Federal prosecutors said in a court filing on Thursday that President Donald Trump’s mob that laid siege on the U.S. Capitol last week intended “to capture and assassinate elected officials.”
Prosecutors made the assessment in a court filing that requested a judge keep QAnon conspiracy theorist Jacob Chansley, an Arizona man who stormed the U.S. Capitol last week outfitted in horns, fur and face paint, detained before his trial.
U.S. Attorney Michael Bailey and Assistant U.S. Attorney Kristen Brook in Arizona warned in the filing first reported by Reuters, that Chansley had expressed interest in returning to Washington, D.C. for President-Elect Biden’s inauguration and “has the ability to do so if the Court releases him.”
“Strong evidence, including Chansley’s own words and actions at the Capitol, supports that the intent of the Capitol rioters was to capture and assassinate elected officials in the United States government,” the prosecutors wrote in an 18-page memo demanding the insurrectionist’s detention.
The filing indicates that after posing for a photo at the Senate dais last Wednesday, Chansley left a note for Vice President Mike Pence, who had been swept away to safety amid the attack, warning the vice president that “it’s only a matter of time, justice is coming.”
Prosecutors suggested that the violent Capitol riot was part of an ongoing attempt to overthrow the federal government, saying, “the insurrection is still in progress” as law enforcement prepares for potential attempts at further violence ahead of Biden’s inauguration next week.
The prosecutors’ assessment comes as lawmakers on Thursday reported plans to purchase body armor and alter their routines amid death threats in the wake of the attack which left five people, including a Capitol police officer dead.
The court filing arrives as it grows increasingly clear that law enforcement and federal authorities had also failed to properly secure the Capitol complex and issue warnings amid clear threats of violence, ahead of the Jan. 6 session to reaffirm Joe Biden as the nation’s next president.

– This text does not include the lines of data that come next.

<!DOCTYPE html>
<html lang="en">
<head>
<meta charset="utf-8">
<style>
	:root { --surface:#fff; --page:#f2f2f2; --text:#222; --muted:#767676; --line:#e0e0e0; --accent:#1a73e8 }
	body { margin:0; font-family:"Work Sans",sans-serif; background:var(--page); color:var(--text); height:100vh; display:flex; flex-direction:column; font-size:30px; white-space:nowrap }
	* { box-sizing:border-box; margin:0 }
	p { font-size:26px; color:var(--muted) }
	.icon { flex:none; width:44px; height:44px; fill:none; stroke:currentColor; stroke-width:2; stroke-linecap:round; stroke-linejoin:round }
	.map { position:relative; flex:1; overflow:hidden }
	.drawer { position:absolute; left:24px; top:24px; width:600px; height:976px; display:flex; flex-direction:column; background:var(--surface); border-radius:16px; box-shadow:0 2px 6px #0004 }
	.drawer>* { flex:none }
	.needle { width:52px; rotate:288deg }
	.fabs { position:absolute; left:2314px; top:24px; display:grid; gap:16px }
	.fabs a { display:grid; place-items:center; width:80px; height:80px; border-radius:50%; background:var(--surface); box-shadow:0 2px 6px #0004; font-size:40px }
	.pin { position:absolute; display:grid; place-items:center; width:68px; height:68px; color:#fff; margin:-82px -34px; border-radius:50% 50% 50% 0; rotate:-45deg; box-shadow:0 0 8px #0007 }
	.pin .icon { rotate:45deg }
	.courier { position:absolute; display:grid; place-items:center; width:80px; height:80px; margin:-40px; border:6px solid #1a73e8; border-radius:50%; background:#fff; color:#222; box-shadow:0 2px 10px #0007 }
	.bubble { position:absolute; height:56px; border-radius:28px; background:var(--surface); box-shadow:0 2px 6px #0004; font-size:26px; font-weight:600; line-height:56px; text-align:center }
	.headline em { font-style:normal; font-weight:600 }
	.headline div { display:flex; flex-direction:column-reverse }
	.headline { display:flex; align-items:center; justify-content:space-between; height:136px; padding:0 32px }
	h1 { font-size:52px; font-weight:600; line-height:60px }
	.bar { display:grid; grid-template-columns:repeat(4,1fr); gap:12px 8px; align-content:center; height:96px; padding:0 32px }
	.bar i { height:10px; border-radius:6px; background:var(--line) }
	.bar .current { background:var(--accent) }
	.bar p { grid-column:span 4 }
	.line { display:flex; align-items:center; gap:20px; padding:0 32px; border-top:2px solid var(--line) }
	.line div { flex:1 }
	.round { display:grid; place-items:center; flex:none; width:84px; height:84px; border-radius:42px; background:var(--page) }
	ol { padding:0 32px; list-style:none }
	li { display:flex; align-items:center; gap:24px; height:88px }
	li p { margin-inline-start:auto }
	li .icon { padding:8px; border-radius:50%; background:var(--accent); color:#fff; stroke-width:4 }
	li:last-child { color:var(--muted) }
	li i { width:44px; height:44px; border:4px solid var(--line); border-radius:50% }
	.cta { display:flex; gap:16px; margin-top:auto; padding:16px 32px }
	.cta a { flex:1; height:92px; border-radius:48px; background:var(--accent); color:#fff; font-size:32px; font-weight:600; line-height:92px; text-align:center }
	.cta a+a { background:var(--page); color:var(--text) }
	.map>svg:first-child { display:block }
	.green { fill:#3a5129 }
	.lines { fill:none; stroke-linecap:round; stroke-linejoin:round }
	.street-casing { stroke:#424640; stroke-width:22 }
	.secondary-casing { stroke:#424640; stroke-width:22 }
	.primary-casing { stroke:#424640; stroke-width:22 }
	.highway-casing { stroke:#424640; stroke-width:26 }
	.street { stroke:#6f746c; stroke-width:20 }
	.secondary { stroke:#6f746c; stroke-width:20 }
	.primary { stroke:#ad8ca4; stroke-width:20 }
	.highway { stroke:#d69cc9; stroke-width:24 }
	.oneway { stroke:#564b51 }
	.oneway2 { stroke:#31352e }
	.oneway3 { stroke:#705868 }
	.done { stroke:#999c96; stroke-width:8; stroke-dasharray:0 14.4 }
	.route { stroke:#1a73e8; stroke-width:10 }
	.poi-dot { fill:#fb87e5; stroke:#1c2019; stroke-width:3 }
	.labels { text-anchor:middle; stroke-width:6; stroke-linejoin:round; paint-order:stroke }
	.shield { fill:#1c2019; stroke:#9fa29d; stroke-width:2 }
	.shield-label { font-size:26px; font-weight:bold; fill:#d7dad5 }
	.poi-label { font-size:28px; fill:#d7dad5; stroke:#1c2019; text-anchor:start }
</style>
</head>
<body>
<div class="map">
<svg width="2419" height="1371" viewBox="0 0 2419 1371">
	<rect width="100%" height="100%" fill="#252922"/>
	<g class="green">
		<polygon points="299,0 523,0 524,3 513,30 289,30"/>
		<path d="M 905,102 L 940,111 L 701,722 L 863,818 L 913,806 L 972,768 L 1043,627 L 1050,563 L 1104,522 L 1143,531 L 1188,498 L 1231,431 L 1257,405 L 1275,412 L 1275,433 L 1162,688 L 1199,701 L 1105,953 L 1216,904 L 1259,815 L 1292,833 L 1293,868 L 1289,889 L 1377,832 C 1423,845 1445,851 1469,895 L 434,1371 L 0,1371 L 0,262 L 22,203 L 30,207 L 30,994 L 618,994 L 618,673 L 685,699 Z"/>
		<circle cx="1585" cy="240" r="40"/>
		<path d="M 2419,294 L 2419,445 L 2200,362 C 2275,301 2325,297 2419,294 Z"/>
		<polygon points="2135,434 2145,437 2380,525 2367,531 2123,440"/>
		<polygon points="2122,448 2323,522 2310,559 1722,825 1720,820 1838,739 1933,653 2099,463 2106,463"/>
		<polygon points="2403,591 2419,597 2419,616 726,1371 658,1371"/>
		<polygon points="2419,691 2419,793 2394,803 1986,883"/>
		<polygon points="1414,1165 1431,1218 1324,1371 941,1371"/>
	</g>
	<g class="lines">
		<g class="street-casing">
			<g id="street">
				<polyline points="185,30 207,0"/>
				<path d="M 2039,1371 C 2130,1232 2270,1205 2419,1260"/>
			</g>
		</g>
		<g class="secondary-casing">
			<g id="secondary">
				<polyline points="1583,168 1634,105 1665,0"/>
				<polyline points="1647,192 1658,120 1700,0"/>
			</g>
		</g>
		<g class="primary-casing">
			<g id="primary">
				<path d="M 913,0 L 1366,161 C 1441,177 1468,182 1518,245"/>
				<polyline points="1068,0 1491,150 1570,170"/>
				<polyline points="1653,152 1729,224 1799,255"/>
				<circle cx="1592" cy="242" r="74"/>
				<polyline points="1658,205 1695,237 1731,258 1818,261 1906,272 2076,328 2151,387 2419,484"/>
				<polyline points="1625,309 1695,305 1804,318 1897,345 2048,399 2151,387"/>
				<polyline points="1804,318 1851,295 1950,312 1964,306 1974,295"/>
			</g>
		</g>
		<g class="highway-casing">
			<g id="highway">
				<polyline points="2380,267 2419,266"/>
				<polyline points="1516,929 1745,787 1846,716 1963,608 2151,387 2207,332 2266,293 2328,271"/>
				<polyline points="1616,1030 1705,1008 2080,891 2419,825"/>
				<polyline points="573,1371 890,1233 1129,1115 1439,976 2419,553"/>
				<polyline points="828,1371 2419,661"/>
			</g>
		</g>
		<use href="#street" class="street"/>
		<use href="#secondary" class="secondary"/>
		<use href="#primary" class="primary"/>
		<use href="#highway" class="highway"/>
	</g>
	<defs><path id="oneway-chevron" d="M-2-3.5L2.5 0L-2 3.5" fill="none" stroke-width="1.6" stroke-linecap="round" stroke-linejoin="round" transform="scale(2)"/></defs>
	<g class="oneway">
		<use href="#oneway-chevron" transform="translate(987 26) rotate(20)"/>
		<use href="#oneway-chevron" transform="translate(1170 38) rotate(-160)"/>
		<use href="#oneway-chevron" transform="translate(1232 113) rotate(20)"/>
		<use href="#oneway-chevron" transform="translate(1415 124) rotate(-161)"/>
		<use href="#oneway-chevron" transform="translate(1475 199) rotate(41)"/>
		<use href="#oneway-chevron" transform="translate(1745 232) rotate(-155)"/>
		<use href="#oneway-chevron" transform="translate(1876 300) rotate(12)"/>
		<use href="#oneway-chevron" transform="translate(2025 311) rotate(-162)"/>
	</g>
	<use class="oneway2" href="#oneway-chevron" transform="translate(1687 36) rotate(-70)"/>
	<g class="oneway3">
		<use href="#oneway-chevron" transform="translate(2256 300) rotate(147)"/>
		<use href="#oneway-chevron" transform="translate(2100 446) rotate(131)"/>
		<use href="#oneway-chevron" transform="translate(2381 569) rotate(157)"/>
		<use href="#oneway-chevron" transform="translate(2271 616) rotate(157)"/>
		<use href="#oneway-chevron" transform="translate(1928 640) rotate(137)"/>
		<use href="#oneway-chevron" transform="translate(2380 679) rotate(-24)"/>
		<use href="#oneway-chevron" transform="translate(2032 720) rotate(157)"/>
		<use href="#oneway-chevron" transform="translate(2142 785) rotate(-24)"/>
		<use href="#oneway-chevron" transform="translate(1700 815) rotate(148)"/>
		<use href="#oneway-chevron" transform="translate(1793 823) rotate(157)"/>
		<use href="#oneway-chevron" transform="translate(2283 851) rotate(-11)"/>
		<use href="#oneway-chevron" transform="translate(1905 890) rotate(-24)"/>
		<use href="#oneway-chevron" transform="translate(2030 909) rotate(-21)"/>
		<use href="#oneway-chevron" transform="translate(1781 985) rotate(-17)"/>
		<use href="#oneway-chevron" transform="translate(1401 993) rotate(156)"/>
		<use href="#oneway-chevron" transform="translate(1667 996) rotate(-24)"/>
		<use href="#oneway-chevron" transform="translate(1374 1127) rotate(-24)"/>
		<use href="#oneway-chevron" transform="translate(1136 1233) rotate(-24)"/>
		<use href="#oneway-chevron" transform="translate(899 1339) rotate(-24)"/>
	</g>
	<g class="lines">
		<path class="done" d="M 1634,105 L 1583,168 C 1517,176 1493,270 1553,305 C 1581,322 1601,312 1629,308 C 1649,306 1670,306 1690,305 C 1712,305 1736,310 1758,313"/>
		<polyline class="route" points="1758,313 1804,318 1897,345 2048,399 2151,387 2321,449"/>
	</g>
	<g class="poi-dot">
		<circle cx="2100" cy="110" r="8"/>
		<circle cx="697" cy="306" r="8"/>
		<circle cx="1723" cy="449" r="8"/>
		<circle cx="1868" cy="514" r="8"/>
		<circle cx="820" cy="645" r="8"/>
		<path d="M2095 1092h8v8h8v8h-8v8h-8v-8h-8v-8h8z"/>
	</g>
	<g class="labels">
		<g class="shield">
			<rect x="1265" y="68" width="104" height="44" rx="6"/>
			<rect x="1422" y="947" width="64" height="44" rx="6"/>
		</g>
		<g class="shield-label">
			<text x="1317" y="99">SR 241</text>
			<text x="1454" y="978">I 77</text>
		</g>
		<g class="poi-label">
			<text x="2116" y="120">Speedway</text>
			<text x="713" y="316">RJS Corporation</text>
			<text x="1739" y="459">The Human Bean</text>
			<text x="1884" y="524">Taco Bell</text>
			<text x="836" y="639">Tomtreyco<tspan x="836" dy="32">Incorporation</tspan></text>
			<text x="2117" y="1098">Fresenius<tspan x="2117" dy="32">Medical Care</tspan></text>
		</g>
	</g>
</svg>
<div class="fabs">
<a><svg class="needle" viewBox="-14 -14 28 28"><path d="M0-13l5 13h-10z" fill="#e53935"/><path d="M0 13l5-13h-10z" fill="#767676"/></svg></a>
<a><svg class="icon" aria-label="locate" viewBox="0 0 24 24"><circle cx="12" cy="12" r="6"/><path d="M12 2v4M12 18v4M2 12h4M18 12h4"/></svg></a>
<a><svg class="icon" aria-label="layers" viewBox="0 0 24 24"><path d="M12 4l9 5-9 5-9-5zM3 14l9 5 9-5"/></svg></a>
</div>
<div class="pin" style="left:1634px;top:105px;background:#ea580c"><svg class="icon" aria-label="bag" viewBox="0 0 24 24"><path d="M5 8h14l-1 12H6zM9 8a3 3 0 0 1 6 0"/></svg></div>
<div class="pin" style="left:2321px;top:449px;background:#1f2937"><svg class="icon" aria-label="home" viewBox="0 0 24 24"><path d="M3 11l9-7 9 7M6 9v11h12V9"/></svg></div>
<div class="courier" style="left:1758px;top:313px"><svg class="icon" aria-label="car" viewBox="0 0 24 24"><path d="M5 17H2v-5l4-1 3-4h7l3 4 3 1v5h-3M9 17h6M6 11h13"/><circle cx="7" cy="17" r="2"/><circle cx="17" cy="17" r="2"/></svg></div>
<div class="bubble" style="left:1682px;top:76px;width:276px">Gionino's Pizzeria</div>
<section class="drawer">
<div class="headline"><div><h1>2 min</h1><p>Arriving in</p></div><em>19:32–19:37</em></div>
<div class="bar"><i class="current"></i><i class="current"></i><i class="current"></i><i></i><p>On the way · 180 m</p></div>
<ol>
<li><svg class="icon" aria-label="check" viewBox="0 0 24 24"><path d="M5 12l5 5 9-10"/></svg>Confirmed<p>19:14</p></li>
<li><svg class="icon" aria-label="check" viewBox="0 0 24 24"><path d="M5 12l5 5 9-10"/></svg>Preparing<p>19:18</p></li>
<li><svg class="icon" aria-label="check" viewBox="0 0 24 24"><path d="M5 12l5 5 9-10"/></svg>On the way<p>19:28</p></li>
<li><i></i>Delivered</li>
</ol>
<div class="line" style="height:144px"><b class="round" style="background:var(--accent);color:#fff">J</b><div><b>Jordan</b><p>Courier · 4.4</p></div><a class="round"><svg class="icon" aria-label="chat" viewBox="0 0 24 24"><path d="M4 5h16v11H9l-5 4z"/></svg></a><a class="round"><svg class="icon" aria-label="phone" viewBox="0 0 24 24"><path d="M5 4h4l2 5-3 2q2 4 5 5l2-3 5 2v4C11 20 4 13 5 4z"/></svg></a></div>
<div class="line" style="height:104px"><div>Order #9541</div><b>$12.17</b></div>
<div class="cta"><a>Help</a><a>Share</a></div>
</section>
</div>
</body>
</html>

Chansley had even told the Globe and Mail that Capitol Police had let him into the Capitol on the day of the attack, although he was later charged with entering a restricted building without lawful authority, violent entry and disorderly conduct on Capitol grounds.
The Justice Department has brought more than 80 criminal cases in connection with last’ weeks violent riots at the U.S. Capitol.